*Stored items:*

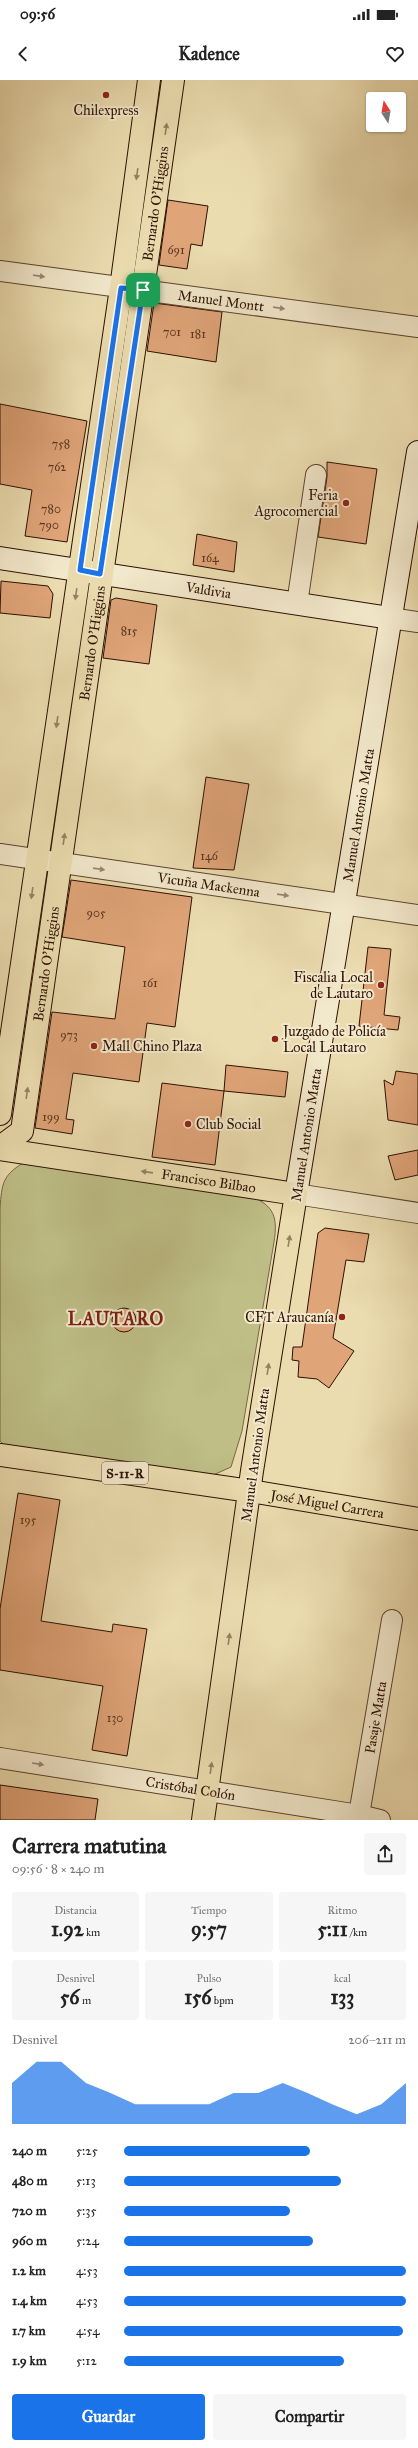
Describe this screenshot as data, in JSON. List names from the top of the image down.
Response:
{
  "streets": {
    "main road": [
      "Bernardo O'Higgins",
      "Manuel Antonio Matta",
      "Francisco Bilbao",
      "S-11-R",
      "José Miguel Carrera"
    ],
    "street": [
      "Manuel Montt",
      "Valdivia",
      "Vicuña Mackenna",
      "Pasaje Matta",
      "Cristóbal Colón"
    ]
  },
  "crossings": [
    ["Bernardo O'Higgins", "Manuel Montt"],
    ["Bernardo O'Higgins", "Valdivia"],
    ["Bernardo O'Higgins", "Vicuña Mackenna"],
    ["Bernardo O'Higgins", "Francisco Bilbao"],
    ["Valdivia", "Manuel Antonio Matta"],
    ["Manuel Antonio Matta", "Vicuña Mackenna"],
    ["Manuel Antonio Matta", "Francisco Bilbao"],
    ["Manuel Antonio Matta", "José Miguel Carrera"],
    ["Manuel Antonio Matta", "Cristóbal Colón"],
    ["Pasaje Matta", "Cristóbal Colón"]
  ],
  "one_way": [
    "Manuel Montt",
    "Manuel Antonio Matta",
    "Vicuña Mackenna",
    "Francisco Bilbao",
    "Cristóbal Colón"
  ],
  "districts": ["LAUTARO"],
  "places": [
    "Chilexpress",
    "Feria Agrocomercial",
    "Fiscalia Local de Lautaro",
    "Juzgado de Policía Local Lautaro",
    "Mall Chino Plaza",
    "Club Social",
    "CFT Araucanía"
  ],
  "house_numbers": [
    "691",
    "701",
    "181",
    "758",
    "762",
    "780",
    "790",
    "164",
    "815",
    "146",
    "905",
    "161",
    "973",
    "199",
    "195",
    "130"
  ],
  "north": "top",
  "page": {
    "status": "09:56",
    "header": "Kadence",
    "heading": ["Carrera matutina", "09:56 · 8 × 240 m"],
    "stats": [
      ["Distancia", "1.92 km"],
      ["Tiempo", "9:57"],
      ["Ritmo", "5:11 /km"],
      ["Desnivel", "56 m"],
      ["Pulso", "156 bpm"],
      ["kcal", "133"]
    ],
    "chart": ["Desnivel", "206–211 m"],
    "list": [
      {
        "name": "240 m",
        "note": "5:25"
      },
      {
        "name": "480 m",
        "note": "5:13"
      },
      {
        "name": "720 m",
        "note": "5:35"
      },
      {
        "name": "960 m",
        "note": "5:24"
      },
      {
        "name": "1.2 km",
        "note": "4:53"
      },
      {
        "name": "1.4 km",
        "note": "4:53"
      },
      {
        "name": "1.7 km",
        "note": "4:54"
      },
      {
        "name": "1.9 km",
        "note": "5:12"
      }
    ],
    "buttons": ["Guardar", "Compartir"]
  }
}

*Instructions to follow:* Because only the text is wanted, copy each record above precisely and omit its pictures.

*Response box:*
Describe this screenshot as data, in JSON. List names from the top of the image down.
Response:
{
  "streets": {
    "main road": [
      "Bernardo O'Higgins",
      "Manuel Antonio Matta",
      "Francisco Bilbao",
      "S-11-R",
      "José Miguel Carrera"
    ],
    "street": [
      "Manuel Montt",
      "Valdivia",
      "Vicuña Mackenna",
      "Pasaje Matta",
      "Cristóbal Colón"
    ]
  },
  "crossings": [
    ["Bernardo O'Higgins", "Manuel Montt"],
    ["Bernardo O'Higgins", "Valdivia"],
    ["Bernardo O'Higgins", "Vicuña Mackenna"],
    ["Bernardo O'Higgins", "Francisco Bilbao"],
    ["Valdivia", "Manuel Antonio Matta"],
    ["Manuel Antonio Matta", "Vicuña Mackenna"],
    ["Manuel Antonio Matta", "Francisco Bilbao"],
    ["Manuel Antonio Matta", "José Miguel Carrera"],
    ["Manuel Antonio Matta", "Cristóbal Colón"],
    ["Pasaje Matta", "Cristóbal Colón"]
  ],
  "one_way": [
    "Manuel Montt",
    "Manuel Antonio Matta",
    "Vicuña Mackenna",
    "Francisco Bilbao",
    "Cristóbal Colón"
  ],
  "districts": ["LAUTARO"],
  "places": [
    "Chilexpress",
    "Feria Agrocomercial",
    "Fiscalia Local de Lautaro",
    "Juzgado de Policía Local Lautaro",
    "Mall Chino Plaza",
    "Club Social",
    "CFT Araucanía"
  ],
  "house_numbers": [
    "691",
    "701",
    "181",
    "758",
    "762",
    "780",
    "790",
    "164",
    "815",
    "146",
    "905",
    "161",
    "973",
    "199",
    "195",
    "130"
  ],
  "north": "top",
  "page": {
    "status": "09:56",
    "header": "Kadence",
    "heading": ["Carrera matutina", "09:56 · 8 × 240 m"],
    "stats": [
      ["Distancia", "1.92 km"],
      ["Tiempo", "9:57"],
      ["Ritmo", "5:11 /km"],
      ["Desnivel", "56 m"],
      ["Pulso", "156 bpm"],
      ["kcal", "133"]
    ],
    "chart": ["Desnivel", "206–211 m"],
    "list": [
      {
        "name": "240 m",
        "note": "5:25"
      },
      {
        "name": "480 m",
        "note": "5:13"
      },
      {
        "name": "720 m",
        "note": "5:35"
      },
      {
        "name": "960 m",
        "note": "5:24"
      },
      {
        "name": "1.2 km",
        "note": "4:53"
      },
      {
        "name": "1.4 km",
        "note": "4:53"
      },
      {
        "name": "1.7 km",
        "note": "4:54"
      },
      {
        "name": "1.9 km",
        "note": "5:12"
      }
    ],
    "buttons": ["Guardar", "Compartir"]
  }
}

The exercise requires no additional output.